**Task requirements:** What lines of the listing below contain the word "West"? Copy each of them out.

***

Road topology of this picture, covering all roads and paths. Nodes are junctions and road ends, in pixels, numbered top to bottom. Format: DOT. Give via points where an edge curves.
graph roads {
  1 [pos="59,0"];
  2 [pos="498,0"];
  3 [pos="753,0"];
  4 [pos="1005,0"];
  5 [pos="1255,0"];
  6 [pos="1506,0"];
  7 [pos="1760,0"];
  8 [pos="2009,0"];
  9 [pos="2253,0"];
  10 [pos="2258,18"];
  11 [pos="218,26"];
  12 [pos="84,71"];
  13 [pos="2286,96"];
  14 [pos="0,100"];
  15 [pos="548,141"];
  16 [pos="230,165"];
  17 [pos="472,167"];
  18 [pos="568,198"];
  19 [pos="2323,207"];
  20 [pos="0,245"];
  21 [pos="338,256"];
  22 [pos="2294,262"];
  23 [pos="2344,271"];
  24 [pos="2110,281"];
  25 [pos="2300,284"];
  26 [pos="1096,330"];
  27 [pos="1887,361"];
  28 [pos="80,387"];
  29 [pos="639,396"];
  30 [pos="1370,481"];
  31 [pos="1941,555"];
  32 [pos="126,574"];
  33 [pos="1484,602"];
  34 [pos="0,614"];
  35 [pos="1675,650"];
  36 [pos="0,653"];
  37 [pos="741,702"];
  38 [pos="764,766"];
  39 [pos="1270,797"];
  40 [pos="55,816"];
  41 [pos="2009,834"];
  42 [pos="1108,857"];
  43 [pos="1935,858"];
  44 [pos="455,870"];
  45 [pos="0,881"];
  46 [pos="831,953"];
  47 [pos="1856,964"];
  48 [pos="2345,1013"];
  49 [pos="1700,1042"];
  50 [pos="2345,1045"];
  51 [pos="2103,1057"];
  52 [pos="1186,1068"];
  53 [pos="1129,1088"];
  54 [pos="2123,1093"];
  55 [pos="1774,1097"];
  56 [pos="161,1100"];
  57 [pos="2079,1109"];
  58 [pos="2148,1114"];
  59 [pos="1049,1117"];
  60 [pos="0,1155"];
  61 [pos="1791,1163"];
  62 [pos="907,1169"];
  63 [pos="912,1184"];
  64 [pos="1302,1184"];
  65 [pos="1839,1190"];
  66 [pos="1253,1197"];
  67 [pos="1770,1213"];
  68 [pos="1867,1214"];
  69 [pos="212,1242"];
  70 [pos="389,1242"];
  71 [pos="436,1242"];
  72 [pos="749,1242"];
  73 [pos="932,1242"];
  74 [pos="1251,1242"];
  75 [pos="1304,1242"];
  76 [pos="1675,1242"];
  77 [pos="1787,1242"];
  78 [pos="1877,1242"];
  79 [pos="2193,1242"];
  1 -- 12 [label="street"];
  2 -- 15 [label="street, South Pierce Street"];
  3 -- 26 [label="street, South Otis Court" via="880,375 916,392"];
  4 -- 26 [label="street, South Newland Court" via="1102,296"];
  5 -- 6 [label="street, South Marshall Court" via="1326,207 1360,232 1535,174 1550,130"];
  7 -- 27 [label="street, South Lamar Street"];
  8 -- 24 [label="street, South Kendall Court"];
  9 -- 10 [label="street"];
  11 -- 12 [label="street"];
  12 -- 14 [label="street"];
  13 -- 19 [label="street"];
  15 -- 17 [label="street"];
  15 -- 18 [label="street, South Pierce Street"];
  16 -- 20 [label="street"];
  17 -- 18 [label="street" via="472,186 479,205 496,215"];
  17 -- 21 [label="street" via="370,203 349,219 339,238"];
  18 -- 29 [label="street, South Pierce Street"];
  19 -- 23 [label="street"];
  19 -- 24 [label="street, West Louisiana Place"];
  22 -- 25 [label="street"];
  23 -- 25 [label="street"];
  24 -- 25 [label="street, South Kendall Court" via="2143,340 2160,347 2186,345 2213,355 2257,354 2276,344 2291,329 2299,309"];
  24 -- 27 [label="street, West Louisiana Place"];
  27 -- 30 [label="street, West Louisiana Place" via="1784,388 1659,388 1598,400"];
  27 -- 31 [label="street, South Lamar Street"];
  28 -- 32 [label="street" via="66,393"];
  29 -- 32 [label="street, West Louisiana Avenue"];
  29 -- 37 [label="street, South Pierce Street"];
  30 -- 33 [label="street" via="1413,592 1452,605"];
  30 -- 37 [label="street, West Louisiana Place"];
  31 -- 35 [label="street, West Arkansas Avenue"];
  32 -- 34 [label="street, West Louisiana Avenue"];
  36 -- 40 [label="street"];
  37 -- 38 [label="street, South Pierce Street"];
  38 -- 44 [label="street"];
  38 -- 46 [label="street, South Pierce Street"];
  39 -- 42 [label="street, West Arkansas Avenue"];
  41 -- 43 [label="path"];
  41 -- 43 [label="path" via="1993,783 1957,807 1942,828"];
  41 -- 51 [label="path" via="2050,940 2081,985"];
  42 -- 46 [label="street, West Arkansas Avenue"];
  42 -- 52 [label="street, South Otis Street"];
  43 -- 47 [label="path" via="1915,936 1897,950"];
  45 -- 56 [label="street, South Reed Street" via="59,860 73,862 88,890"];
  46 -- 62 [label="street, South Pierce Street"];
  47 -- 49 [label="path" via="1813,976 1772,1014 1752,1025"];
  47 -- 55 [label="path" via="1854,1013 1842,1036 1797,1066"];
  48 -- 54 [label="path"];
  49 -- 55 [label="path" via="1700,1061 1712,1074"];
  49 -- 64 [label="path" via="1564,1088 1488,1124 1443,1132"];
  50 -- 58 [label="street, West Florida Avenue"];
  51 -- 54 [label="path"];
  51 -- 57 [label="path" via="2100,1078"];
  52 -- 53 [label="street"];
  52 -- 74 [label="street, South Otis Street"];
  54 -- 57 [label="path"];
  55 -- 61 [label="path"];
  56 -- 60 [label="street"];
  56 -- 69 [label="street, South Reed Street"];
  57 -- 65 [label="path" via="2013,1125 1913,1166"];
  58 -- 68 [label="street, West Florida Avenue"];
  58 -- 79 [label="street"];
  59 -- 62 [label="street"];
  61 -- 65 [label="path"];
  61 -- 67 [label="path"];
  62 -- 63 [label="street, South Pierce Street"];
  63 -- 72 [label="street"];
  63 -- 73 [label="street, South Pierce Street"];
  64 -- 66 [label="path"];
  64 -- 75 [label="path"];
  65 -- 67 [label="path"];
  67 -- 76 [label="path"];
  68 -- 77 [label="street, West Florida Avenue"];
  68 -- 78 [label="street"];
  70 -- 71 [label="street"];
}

***

**Final answer:**
  19 -- 24 [label="street, West Louisiana Place"];
  24 -- 27 [label="street, West Louisiana Place"];
  27 -- 30 [label="street, West Louisiana Place" via="1784,388 1659,388 1598,400"];
  29 -- 32 [label="street, West Louisiana Avenue"];
  30 -- 37 [label="street, West Louisiana Place"];
  31 -- 35 [label="street, West Arkansas Avenue"];
  32 -- 34 [label="street, West Louisiana Avenue"];
  39 -- 42 [label="street, West Arkansas Avenue"];
  42 -- 46 [label="street, West Arkansas Avenue"];
  50 -- 58 [label="street, West Florida Avenue"];
  58 -- 68 [label="street, West Florida Avenue"];
  68 -- 77 [label="street, West Florida Avenue"];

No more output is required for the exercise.